Önde Ravanelli ve Vialli ile senin de onların hemen arkasından destek verme şansın olur mu?
Hayır. Bu bütünüyle oyunun akışına bağlı. Nerede oynayacağıma ben karar veririm. Demek istediğim, eğer ben de önde oynarsam forvetleri kim destekleyecek?
Sahada hareket özgürlüğün var.
Yetenklerime göre, evet. Benim işim fark yaratmak, üretici olmak ve gol atmak. Takımın karmaşık bir dengesi vardır. Golü atmak için diğer oyuncuların her hareketinden en iyi verimi almam gerekir. Kaleci, defans, topu kazanan orta saha oyuncular. forvetler de… Çünkü onlar benim için alan yaratırlar, bana çözüm sunarlar. Bütün oyuncular kendimi tamamen göstermeme izin verirler. Onlarsız ben bir hiçim. Gol sadece kazandırdığı zaman önemlidir.
Juventus’daki amacın nedir?
Kazanmak. En önemli şey bu. Kadroya girmediğim zamanlarda bile istediğim şey hep bu.
AC Milan’ın düşüşte olduğunu söyleyebilir misin?
Milan’ın düşüşte olduğunu söyleyemezsin. Çok iyi oyunculardan oluşan çok büyük bir takım. Bir takım çok fazla kazandığında gayelerinin yeniden değerlendirilmesi doğal, bu sonuçları sürekli alabilmek zor olan şey zaten. Bir ünvan kazandıktan sonra bazı şeyleri sorgulamaya başlamak zorundasın. Kendinden eminsindir ama aynı zamanda her şeye yeniden başlamak zorundasındır. Avrupa Kupası’nı ve diğer şampiyonaları kazandıktan sonra Milan için bu performansı devam ettirmek zor olacaktır. Ama ne oyuncuların kalitesinden ne de takımdan şüphe edilemez. Bu, özünde psikolojik bir problemdir. Herkes senin kazanmana alıştığında kaybedebileceğine inanamıyorlar.
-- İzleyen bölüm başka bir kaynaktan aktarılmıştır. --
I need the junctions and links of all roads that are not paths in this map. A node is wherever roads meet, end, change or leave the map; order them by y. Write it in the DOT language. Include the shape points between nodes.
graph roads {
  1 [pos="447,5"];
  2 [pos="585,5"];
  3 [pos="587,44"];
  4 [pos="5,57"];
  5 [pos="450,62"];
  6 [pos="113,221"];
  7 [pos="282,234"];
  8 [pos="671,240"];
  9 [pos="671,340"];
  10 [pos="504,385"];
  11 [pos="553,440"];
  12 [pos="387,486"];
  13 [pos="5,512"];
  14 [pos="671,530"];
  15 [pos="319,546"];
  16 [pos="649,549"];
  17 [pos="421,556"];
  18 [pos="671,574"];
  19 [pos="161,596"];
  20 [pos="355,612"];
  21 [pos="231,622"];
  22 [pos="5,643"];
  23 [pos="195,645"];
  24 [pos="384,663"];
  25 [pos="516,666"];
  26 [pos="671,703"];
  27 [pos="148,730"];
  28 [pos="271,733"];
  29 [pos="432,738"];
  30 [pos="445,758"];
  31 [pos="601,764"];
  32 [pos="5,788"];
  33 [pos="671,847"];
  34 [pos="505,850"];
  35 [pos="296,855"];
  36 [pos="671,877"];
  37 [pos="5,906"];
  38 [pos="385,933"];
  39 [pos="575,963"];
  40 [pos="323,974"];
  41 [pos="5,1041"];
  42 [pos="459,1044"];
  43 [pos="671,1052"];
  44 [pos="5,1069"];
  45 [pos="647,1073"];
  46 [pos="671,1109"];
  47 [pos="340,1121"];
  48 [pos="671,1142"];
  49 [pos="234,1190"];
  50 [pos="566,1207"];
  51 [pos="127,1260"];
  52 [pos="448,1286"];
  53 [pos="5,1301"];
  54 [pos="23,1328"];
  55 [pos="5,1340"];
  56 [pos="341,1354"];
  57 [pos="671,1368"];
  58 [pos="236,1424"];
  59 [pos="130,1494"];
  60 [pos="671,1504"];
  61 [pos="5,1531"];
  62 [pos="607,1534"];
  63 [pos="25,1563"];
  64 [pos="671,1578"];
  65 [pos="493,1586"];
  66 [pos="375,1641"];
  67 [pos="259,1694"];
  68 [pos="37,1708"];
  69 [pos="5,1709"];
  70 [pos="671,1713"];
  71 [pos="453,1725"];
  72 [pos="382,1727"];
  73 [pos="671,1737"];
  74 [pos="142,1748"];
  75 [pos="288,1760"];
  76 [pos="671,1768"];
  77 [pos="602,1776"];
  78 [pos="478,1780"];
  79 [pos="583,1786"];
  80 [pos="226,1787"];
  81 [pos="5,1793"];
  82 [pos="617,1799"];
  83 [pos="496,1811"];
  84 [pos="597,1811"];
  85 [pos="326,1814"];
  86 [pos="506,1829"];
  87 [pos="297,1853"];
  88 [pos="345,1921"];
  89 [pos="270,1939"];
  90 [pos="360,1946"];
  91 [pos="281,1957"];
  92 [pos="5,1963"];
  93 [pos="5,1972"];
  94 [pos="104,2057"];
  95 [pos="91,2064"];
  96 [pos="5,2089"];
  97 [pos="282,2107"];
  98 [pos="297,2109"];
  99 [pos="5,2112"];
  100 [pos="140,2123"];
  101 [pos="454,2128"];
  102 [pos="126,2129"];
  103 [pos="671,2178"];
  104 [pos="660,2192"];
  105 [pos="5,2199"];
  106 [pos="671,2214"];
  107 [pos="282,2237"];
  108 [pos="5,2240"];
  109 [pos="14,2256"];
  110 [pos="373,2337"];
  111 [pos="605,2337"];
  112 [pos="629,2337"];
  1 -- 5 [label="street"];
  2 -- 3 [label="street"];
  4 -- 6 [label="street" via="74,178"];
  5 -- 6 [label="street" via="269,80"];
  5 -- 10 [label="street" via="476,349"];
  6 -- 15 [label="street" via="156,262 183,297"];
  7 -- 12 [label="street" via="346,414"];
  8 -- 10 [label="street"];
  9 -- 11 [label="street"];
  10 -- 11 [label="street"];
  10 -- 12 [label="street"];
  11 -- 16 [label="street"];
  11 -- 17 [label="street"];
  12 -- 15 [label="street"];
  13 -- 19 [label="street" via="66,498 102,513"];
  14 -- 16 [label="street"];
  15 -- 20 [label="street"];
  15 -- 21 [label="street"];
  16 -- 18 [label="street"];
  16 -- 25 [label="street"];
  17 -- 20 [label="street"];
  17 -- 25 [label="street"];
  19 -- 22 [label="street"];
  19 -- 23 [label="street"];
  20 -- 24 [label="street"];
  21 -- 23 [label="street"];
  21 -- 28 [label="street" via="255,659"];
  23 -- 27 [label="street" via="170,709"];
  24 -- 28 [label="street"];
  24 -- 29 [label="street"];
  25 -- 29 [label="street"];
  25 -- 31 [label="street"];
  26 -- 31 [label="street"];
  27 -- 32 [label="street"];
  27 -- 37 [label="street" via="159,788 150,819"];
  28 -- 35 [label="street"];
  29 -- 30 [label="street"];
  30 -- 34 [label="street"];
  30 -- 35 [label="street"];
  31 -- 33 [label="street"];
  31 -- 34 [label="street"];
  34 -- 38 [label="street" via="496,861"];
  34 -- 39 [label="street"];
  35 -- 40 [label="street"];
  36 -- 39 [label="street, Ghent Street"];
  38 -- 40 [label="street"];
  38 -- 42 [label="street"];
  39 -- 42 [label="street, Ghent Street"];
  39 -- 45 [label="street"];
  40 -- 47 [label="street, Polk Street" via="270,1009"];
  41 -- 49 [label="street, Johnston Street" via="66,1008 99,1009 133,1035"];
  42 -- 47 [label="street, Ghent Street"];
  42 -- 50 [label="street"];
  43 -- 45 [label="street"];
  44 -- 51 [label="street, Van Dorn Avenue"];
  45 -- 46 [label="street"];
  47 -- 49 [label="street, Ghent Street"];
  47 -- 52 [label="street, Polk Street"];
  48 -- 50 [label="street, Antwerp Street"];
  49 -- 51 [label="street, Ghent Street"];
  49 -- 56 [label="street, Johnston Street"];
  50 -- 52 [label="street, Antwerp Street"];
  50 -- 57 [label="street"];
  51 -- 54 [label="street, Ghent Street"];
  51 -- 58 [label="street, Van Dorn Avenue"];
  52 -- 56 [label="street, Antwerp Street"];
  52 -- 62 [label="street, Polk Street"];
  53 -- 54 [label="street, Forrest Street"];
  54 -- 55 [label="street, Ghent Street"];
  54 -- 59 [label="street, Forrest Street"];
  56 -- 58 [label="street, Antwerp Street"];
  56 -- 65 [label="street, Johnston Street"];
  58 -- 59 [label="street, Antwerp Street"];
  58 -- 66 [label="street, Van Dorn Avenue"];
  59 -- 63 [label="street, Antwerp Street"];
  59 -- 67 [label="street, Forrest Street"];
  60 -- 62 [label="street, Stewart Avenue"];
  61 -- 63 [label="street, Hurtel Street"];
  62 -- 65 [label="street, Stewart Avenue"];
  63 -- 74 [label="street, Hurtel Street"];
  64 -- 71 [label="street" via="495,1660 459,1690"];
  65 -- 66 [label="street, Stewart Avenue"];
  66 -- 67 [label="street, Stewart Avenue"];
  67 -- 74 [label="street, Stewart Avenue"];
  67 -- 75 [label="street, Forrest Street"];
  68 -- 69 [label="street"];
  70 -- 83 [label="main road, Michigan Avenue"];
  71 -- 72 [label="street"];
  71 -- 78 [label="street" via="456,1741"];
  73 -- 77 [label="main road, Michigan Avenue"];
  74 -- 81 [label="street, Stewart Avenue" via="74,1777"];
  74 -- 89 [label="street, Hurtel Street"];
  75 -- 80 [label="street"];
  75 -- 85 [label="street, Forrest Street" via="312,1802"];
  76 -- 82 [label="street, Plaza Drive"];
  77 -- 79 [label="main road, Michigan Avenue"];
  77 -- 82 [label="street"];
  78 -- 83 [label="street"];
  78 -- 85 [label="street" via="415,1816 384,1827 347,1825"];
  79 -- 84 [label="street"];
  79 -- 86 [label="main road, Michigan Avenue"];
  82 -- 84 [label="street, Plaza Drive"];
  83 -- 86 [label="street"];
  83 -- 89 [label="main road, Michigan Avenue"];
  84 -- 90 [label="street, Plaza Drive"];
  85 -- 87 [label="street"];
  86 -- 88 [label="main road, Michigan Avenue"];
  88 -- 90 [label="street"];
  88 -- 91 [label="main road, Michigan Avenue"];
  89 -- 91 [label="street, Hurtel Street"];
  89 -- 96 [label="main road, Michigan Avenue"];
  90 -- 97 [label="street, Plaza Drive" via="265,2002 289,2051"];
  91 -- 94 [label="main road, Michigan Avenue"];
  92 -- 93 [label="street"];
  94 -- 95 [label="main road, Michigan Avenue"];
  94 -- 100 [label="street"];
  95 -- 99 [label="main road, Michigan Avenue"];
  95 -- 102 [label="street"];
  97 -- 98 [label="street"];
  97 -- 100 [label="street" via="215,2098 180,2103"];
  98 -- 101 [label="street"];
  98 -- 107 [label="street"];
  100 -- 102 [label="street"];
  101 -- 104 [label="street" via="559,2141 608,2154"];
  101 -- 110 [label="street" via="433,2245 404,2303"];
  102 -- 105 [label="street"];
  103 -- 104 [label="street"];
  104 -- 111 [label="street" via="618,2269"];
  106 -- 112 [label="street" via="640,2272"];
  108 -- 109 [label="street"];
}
Roberto Baggio nasıl geliştirilebilir?
Her yönde. Potansiyelimi tamamen gerçekleştirebildiğimi düşünmüyorum. Hâlâ yapmak istediğim çok fazla şey var, çalışmak ve daha da iyi olmak istiyorum. Ancak hiçbir şey için güç harcamamam gerektiğini düşündüğüm zaman kariyerimin sonuna ulaşacağım. Oynamayı bırakacağım gün, o gündür. Bugün, en iyi performansımı sergilemek istiyorum.
Futbol kişiliğini değiştirdi mi?
Yaşadığım tecrübelerden dolayı, evet. İyi ve kötü yönde değişiklikler oldu. Şu kesin ki, işler yolunda gittiğinde tutup bunun farkına varacak, olanları analiz edecek zamanın olmuyor. İşler yolunda gitmediğinde, bir süre geride durman gerekiyor. Ancak o zaman sana ne olduğunu anlayabiliyorsun. Bu şekilde olgunlaşıyorsun. Her meslekte olduğu gibi burada iyi ve kötü yanlar var ama ne olursa olsun en önemli şey şu ki, kendi içinde huzurlu hissetmelisin. Birçok insanla tanışıyorsun ve hepsiyle iyi geçinemezsin. Seçimlerini yapmak ve onlara sadık kalmak zorundasın.
Roberto Baggio’yu nasıl tarif edersin?
Bu oldukça hassas bir konu. Sıradan bir insanım, profesyonel futbolcu olmak dışında kimseden bir farkım yok. Yeteneklerimin ne olduğunu söylemek oldukça zor. Ya da hatalarımın ne olduğunu söylemek. Hepsinden de oldukça fazla var.
Bir Budist olarak, nirvananı ne olarak görüyorsun?
Budist olmak benim neşeyi ve huzuru bulmamı sağladı. Saha içinde ve saha dışında. Futboluı bıraktığım zaman eşim ve çocuklarımla mutlu olmak istiyorum. Şu için benim mutluluktan anladığım bu.
Juventus’la şampiyonluğuı kazanırsanız at kuyruğunu keseceğine söz verdin.
(Gülüyor) Dört yıl önceydi, şu an geçerliliği yok. Artık sırtımın altına kadar uzanmasını tercih ediyorum.